Vroeger, toen alles beter was... Toen Lindsay Lohan nog geld verdiende met acteren in plaats van geld uitgeeft aan hopeloze rechtszaken tegen Rockstar. In Retrofiel gaat een van de redacteurs van Eurogamer Benelux terug naar de goede oude tijd. Met het oog op het tienjarig jubileum van Grand Theft Auto 4 wil Carl zijn favoriete GTA-game in het zonnetje zetten, maar werpt Yvo een schaduw over zijn oordeel.
Carl:
Sterren komen, sterren gaan, alleen Rockstar blijft bestaan. Met Grand Theft Auto 4 leverde de studio wat mij betreft hun absolute meesterwerk af.

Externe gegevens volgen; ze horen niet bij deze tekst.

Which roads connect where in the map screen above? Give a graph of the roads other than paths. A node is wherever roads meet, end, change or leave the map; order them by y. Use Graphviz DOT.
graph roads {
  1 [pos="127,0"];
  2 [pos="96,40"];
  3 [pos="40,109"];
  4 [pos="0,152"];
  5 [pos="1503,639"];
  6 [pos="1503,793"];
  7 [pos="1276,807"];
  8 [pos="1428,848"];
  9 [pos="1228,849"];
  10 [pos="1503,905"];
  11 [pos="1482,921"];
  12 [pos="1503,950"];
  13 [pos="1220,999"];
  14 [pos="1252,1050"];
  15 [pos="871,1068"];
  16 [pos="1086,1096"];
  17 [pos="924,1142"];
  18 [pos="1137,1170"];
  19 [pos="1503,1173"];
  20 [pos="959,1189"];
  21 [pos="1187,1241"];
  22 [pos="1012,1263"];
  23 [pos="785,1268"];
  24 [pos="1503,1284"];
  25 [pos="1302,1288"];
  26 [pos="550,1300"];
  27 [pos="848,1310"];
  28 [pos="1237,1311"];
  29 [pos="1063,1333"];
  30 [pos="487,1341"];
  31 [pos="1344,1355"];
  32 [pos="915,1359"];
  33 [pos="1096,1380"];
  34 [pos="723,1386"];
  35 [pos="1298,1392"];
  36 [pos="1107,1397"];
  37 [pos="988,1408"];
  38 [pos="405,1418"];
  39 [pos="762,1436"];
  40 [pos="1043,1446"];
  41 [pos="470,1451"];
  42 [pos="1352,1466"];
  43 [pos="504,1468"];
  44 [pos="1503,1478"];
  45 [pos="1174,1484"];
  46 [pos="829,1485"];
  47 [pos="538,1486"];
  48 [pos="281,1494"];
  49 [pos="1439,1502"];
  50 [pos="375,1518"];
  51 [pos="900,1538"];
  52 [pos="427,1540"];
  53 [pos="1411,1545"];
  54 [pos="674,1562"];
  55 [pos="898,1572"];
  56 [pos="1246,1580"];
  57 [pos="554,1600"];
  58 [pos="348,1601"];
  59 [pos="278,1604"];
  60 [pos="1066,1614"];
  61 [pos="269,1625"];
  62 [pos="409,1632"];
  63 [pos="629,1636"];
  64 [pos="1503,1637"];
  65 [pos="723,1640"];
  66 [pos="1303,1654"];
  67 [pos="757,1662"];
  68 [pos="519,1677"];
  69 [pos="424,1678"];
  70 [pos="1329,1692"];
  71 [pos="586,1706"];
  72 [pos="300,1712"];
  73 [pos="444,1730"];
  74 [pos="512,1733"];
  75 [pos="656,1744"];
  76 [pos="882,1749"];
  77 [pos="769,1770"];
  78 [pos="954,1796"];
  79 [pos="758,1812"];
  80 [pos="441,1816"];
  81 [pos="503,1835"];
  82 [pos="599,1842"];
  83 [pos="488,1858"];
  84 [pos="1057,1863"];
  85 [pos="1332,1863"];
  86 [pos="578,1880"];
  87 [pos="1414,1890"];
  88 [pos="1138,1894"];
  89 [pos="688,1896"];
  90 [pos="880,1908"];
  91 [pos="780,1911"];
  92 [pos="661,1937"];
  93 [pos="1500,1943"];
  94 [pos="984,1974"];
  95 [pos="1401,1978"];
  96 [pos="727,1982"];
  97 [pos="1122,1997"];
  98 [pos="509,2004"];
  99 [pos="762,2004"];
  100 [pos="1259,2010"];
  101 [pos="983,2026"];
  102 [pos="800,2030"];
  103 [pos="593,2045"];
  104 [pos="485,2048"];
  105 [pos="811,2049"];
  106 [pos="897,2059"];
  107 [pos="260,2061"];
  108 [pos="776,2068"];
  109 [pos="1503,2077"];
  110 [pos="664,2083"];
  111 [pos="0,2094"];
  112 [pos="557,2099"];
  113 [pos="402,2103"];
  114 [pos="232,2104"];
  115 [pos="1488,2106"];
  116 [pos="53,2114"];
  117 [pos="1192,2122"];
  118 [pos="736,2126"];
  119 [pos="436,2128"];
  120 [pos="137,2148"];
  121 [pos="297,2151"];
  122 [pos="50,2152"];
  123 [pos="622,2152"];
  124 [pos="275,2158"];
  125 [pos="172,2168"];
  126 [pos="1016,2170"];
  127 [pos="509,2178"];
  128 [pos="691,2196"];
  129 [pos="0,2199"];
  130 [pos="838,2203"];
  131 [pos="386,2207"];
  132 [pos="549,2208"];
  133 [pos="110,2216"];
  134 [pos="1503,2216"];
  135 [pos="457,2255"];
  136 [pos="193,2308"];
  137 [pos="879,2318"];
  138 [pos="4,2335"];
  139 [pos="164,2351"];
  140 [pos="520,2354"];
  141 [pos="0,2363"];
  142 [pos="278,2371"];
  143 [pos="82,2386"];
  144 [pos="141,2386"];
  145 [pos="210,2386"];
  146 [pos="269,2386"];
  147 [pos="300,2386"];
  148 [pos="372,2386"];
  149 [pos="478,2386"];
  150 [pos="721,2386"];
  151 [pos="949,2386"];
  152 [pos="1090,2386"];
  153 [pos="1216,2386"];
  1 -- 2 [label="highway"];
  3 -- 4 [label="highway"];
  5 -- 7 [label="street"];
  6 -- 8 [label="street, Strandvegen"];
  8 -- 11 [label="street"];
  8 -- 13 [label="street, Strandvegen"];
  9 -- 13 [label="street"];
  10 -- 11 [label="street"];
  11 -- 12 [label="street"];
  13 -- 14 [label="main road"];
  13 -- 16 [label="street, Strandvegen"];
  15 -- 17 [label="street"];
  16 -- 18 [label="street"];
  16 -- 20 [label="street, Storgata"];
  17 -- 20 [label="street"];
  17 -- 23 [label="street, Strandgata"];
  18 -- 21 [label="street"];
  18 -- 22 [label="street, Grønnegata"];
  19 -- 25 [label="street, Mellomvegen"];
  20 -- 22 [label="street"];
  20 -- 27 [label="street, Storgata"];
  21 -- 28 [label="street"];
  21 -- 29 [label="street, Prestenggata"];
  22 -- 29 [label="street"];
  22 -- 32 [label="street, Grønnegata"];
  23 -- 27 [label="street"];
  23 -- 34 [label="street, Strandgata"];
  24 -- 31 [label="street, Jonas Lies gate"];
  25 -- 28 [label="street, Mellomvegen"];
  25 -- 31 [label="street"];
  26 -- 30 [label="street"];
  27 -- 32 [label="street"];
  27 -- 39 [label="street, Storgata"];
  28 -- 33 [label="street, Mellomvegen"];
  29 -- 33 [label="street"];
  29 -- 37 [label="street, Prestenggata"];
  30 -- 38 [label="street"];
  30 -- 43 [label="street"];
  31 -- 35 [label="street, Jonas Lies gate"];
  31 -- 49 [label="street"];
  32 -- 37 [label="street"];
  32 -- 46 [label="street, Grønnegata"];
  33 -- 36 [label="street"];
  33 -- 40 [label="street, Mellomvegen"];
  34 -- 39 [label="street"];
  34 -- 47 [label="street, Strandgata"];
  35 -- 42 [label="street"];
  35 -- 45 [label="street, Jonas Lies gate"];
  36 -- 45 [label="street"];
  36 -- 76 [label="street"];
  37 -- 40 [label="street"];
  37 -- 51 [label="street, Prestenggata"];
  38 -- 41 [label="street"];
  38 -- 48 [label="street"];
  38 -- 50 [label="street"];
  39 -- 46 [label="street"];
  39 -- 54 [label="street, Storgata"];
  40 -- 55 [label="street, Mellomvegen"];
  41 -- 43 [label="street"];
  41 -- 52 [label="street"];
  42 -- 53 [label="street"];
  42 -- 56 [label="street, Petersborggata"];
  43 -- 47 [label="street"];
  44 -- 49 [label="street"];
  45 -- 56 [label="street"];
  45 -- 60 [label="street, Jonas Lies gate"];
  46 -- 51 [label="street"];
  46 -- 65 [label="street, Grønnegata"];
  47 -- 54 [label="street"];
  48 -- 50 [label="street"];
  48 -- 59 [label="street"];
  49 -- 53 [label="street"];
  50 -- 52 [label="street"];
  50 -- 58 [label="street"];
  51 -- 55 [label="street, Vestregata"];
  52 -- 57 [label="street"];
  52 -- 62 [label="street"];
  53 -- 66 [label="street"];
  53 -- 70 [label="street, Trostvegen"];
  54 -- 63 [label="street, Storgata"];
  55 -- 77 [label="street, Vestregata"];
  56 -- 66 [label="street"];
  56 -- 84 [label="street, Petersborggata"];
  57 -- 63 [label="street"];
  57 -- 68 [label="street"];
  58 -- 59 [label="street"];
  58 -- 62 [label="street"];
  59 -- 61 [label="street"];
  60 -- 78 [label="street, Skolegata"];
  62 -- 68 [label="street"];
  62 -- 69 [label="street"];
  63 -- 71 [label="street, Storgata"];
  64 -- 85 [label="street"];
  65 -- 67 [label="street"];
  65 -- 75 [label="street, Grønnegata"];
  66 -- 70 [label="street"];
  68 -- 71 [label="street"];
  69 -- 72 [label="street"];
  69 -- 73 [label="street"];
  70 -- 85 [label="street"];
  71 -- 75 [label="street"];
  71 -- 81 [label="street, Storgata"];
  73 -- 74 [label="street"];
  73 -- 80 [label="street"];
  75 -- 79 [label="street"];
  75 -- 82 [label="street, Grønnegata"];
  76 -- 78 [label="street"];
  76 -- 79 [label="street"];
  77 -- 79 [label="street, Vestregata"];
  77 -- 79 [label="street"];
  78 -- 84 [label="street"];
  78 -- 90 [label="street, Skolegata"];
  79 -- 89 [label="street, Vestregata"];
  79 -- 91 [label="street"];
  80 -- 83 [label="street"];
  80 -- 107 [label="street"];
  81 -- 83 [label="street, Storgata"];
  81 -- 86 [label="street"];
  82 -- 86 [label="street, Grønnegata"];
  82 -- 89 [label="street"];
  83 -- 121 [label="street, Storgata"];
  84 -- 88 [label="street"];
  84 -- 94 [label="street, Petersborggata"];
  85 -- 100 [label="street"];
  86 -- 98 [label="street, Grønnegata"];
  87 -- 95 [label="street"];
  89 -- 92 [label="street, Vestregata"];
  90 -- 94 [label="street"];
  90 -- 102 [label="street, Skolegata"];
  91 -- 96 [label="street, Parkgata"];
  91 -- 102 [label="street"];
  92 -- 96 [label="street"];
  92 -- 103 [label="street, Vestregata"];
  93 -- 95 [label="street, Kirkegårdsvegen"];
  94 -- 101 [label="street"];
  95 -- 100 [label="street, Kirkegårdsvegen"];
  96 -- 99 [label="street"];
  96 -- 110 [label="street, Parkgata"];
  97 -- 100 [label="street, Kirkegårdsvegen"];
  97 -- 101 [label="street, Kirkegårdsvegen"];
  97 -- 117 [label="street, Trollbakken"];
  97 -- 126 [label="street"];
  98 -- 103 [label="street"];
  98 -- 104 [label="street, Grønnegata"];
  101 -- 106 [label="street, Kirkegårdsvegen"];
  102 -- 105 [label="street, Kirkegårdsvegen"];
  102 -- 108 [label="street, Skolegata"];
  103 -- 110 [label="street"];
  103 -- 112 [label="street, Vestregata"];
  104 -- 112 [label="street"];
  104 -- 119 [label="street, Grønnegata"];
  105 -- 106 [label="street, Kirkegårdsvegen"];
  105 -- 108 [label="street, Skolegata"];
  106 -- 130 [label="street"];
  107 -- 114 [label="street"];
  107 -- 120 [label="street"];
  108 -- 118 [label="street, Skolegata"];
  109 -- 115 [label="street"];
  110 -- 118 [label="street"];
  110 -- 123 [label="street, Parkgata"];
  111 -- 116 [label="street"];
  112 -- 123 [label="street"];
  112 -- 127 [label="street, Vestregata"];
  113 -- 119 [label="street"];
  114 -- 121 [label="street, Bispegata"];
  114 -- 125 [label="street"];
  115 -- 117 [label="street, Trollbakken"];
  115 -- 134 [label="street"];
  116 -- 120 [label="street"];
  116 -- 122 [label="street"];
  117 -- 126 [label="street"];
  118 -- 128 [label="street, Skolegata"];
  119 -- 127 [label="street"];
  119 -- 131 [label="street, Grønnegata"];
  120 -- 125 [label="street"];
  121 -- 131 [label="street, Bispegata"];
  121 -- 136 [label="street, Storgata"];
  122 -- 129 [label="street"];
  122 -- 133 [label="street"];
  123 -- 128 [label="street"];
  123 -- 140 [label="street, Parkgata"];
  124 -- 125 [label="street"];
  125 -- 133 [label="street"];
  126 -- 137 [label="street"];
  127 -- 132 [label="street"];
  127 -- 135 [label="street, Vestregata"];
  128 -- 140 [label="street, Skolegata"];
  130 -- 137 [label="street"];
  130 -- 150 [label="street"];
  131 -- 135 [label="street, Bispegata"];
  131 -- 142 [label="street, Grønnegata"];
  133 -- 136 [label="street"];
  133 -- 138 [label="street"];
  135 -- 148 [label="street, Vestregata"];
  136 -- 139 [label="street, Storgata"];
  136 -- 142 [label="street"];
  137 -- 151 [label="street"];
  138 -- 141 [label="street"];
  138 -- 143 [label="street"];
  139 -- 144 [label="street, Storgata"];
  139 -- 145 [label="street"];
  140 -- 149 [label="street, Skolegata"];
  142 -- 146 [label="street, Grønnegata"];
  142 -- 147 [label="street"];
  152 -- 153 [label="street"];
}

Deel drie veranderde games voor eeuwig en altijd, Vice City wist de beste sfeerschepping in een game ooit neer te zetten, en San Andreas bracht een van de interessantste gamewerelden ooit. Maar voor mij is het simpel: Grand Theft Auto 4 zet de stijgende lijn voort door alle gebreken van de reeks van tafel te vegen en simpelweg de beste game af te leveren.
Yvo:
Grand Theft Auto 4 de beste game in de serie? Ik dacht het niet. Sterker nog, voor mij is dit duidelijk de minste van al. Elke GTA is namelijk de overtreffende trap van zijn voorganger, maar Grand Theft Auto 4 verstoort dat feestje en doet juist een stapje terug. Het is zelfs de eerste (en tevens enige) GTA waarbij ik voortijdig ben afgehaakt.
Carl:
Wat zonde, want de charme van IV zit hem net in de enormiteit van het verhaal. Het is haast een moderne 'epic', alsof de Ilias en de Odyssee een gangsterjasje aantrekken en Homeros in New York had geleefd. Van je 'fresh off the boat'-dialoog met je overenthousiaste neef Roman, tot je eerste contact met de Russische maffia, de mislukte drugsdeal die het einde betekent voor Elizabeta en het begin van je gespannen relatie met Playboy X, de fantastische subplot met de diamanten, de onvergetelijke bankoverval met de McReary's, en je banden met de Italiaanse maffia... Je doorloopt zowat het hele criminele milieu in de stad, en groeit uit van een nobody tot een gegeerde gun for hire.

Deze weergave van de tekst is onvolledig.